Supplied records Start Marker

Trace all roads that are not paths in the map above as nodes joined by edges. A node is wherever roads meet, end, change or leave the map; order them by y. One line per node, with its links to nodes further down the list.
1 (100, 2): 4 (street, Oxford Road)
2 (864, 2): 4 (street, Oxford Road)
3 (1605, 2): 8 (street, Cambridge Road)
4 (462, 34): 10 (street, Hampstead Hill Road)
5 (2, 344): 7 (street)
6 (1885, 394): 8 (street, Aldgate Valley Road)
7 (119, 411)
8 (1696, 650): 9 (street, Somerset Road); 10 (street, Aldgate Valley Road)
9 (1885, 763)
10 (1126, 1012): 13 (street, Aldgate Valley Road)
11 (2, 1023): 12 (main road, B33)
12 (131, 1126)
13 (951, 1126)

Supplied records End Marker

• Aim of the task: All of the records should be transcribed exactly, with nothing left out.

• Your response:
Trace all roads that are not paths in the map above as nodes joined by edges. A node is wherever roads meet, end, change or leave the map; order them by y. One line per node, with its links to nodes further down the list.
1 (100, 2): 4 (street, Oxford Road)
2 (864, 2): 4 (street, Oxford Road)
3 (1605, 2): 8 (street, Cambridge Road)
4 (462, 34): 10 (street, Hampstead Hill Road)
5 (2, 344): 7 (street)
6 (1885, 394): 8 (street, Aldgate Valley Road)
7 (119, 411)
8 (1696, 650): 9 (street, Somerset Road); 10 (street, Aldgate Valley Road)
9 (1885, 763)
10 (1126, 1012): 13 (street, Aldgate Valley Road)
11 (2, 1023): 12 (main road, B33)
12 (131, 1126)
13 (951, 1126)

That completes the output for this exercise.